I've been off for 4 weeks and I'll be off for another 4 weeks

It's been quite hard but I've managed to train, feel like I've lost a little mass

Bloods showed very slight raise in LDL cholesterol but considering that I'd been taking gear constant for so long, my prep guys said I must have the liver and kidneys of a rhino, lol


----------



## cas (Jan 9, 2011)

yannyboy said:


> I've been off for 4 weeks and I'll be off for another 4 weeks
> 
> It's been quite hard but I've managed to train, feel like I've lost a little mass
> 
> Bloods showed very slight raise in LDL cholesterol but considering that I'd been taking gear constant for so long, my prep guys said I must have the liver and kidneys of a rhino, lol


epic!

cant nolva help with LDL? im sure i have heard something about this? well you look in pretty good nick considering your nearly twice my age it p1sses me off you have a better body than me  LOL


----------



## yannyboy (Jun 20, 2009)

Cheers mate, you've got plenty more years ahead of you, I wish I'd started a while back, only started 3 years ago but it's been full on


----------



## cas (Jan 9, 2011)

well if my family history is anything to go by fella then i dont have that long to get up to size 

so have you been constantly bulking since starting gear, or have you thrown a few cutting phases in there? i ask because you look fairly big, and lean at the same time


----------



## yannyboy (Jun 20, 2009)

No, I've bulked most of the time but since Xmas I ran the tren with a little test and cut the calories and stepped up the cardio to shed about 20lbs

Since I've come off the gear, I've started to increase calories slightly


----------



## greekgod (Sep 6, 2009)

Hows things bro? hang in there with the no juice phase... i know its fukcing hard... bulking on PCT is good but very very taxing... enjoy yr sunday malaka!! :thumb:


----------



## yannyboy (Jun 20, 2009)

It's getting slightly better now, I dropped alot of water about 10 days ago and was getting alot of headaches but it seems okay now

Only 4 weeks until I'm on and will be running some HGH for the first time as well


----------



## Roadrunner1 (May 26, 2012)

How ya doing Yanny mate. It's late so i'll read the full thread Tomorrow. Subbed.


----------



## yannyboy (Jun 20, 2009)

Roadrunner1 said:


> How ya doing Yanny mate. It's late so i'll read the full thread Tomorrow. Subbed.


Nice to see you RR, glad you've made it over here mate


----------



## Bacon (May 17, 2007)

Hi Yanny you said you've only been training for about 3 years?

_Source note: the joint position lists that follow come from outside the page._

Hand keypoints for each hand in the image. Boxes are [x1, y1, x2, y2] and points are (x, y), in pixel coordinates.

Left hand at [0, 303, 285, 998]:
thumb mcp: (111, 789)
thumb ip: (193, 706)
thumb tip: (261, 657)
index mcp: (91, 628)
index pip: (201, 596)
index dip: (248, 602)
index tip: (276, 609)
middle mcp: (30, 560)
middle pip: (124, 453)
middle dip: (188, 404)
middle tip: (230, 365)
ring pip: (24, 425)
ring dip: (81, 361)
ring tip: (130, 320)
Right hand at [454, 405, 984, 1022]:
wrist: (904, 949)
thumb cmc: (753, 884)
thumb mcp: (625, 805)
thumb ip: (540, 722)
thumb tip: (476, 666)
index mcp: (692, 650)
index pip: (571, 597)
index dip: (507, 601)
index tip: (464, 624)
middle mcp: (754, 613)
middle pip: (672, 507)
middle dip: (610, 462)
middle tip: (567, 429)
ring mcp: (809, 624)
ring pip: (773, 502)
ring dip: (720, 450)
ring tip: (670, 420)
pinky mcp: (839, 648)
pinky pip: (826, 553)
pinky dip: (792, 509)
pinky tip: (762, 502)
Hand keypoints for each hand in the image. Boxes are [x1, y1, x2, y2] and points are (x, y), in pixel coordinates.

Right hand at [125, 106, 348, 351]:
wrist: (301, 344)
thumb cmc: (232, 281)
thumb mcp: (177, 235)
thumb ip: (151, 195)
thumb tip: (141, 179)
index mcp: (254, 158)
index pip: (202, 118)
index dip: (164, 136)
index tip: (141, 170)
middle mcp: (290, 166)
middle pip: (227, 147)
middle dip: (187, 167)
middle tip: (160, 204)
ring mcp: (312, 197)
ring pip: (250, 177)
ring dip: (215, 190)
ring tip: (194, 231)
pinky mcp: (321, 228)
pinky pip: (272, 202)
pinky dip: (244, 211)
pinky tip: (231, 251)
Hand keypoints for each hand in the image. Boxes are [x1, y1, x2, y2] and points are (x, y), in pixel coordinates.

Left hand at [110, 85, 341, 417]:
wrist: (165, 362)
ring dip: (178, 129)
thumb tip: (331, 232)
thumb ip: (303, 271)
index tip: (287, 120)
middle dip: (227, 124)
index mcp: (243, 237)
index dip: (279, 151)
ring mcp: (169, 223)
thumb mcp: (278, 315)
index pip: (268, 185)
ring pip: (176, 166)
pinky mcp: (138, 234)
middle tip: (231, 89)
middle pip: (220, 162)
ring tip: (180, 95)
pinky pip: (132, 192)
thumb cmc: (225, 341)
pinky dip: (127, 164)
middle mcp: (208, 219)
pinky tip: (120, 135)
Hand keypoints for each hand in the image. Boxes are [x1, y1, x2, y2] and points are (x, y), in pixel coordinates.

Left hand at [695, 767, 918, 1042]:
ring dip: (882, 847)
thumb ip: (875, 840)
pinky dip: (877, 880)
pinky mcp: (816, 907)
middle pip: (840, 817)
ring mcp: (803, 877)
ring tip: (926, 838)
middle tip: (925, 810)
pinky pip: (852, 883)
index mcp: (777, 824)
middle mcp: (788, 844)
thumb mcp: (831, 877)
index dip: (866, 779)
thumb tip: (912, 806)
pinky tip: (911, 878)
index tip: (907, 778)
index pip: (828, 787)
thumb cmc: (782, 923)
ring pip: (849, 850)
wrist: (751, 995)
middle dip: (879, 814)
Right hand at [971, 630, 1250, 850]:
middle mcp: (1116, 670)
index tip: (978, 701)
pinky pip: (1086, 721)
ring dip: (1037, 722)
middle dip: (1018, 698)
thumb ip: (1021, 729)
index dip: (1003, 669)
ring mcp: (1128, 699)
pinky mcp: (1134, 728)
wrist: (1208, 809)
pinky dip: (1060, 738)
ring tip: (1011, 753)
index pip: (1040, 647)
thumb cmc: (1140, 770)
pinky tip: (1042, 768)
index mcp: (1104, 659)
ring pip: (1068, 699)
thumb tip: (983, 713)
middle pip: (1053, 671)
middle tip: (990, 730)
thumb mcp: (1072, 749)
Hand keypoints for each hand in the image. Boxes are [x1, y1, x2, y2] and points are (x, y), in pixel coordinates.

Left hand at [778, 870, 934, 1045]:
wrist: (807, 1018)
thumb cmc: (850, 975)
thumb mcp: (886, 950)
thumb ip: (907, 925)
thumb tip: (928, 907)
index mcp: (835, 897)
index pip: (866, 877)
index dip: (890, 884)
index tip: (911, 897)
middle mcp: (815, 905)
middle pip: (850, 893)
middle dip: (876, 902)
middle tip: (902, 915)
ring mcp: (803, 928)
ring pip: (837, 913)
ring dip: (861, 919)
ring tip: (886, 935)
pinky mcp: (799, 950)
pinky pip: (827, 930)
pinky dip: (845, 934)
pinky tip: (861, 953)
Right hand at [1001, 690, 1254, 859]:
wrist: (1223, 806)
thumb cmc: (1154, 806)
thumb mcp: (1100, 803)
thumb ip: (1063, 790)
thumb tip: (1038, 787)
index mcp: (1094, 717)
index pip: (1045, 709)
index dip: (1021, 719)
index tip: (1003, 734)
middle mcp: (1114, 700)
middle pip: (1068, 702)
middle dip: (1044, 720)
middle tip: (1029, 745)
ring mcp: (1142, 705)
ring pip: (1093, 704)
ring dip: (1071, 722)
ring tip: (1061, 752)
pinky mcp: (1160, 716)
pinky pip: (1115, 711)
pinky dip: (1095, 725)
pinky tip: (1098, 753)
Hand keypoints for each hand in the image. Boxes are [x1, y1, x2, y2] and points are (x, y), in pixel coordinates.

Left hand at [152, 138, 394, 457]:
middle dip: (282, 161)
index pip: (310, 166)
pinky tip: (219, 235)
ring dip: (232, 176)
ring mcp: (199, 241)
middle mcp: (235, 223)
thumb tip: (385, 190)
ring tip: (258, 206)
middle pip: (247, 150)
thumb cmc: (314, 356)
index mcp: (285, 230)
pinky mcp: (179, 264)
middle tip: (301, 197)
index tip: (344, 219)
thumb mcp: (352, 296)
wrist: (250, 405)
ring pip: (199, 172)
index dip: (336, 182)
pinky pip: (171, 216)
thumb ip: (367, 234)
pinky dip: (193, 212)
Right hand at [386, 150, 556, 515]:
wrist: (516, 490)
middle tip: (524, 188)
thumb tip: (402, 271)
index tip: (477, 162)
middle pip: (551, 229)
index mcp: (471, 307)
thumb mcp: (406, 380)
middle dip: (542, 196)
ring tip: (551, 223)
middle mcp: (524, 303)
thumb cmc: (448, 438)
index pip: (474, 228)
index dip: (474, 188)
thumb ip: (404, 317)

Did you use gear pretty much from the start?

Did you always want to compete or did that develop over time?

Good luck with it all mate ;-)


----------



## yannyboy (Jun 20, 2009)

Bacon said:


> Hi Yanny you said you've only been training for about 3 years?
> 
> Did you use gear pretty much from the start?
> 
> ...


Cheers mate

Started using gear about 18 months ago and yes, I always wanted to compete

I'm 45 now so I want to do some masters comps


----------



## yannyboy (Jun 20, 2009)

Hoping to push on from this pic and pack some serious size on before end of year


----------



## Bacon (May 17, 2007)

Looking good mate, i'd say where you are now is where i'm aiming to be!!


----------



## yannyboy (Jun 20, 2009)

Bacon said:


> Looking good mate, i'd say where you are now is where i'm aiming to be!!


Cheers mate


----------



## yannyboy (Jun 20, 2009)

Just outside the gym recovering in the car park, lol

I'll write up the workout later!


----------



## musclemax07 (May 2, 2012)

I really appreciate your post and you explain each and every point very well.


----------



## yannyboy (Jun 20, 2009)

musclemax07 said:


> I really appreciate your post and you explain each and every point very well.


Cheers mate


----------



## yannyboy (Jun 20, 2009)

Had my first 1 on 1 with Paul Ehren today, wow, I just about made it

The intensity was so much higher than I normally train

Trained back today, workout was as follows

One Arm Dumbell Row - 4 sets

Bent Over Row - 4 sets

Straight Arm Pulldowns supersetted with Wide Grip Pulldowns - 4 sets

Deadlifts - 2 sets

Hyperextensions - 1 set

All completed in 50 mins so you can see there wasn't much rest between sets


----------



## Roadrunner1 (May 26, 2012)

yannyboy said:


> Had my first 1 on 1 with Paul Ehren today, wow, I just about made it
> 
> The intensity was so much higher than I normally train
> 
> ...


Nice workout mate, glad you enjoyed it. When do you train again.


----------



## yannyboy (Jun 20, 2009)

Chest and biceps on Wednesday

Bit of cardio tomorrow

I see you went back to MuscleCal, lol


----------



## Phenix (May 12, 2012)

Nice work yanny


----------



## Roadrunner1 (May 26, 2012)

yannyboy said:


> Chest and biceps on Wednesday
> 
> Bit of cardio tomorrow
> 
> I see you went back to MuscleCal, lol


Nice one, i'm away to do chest and biceps @ 8pm.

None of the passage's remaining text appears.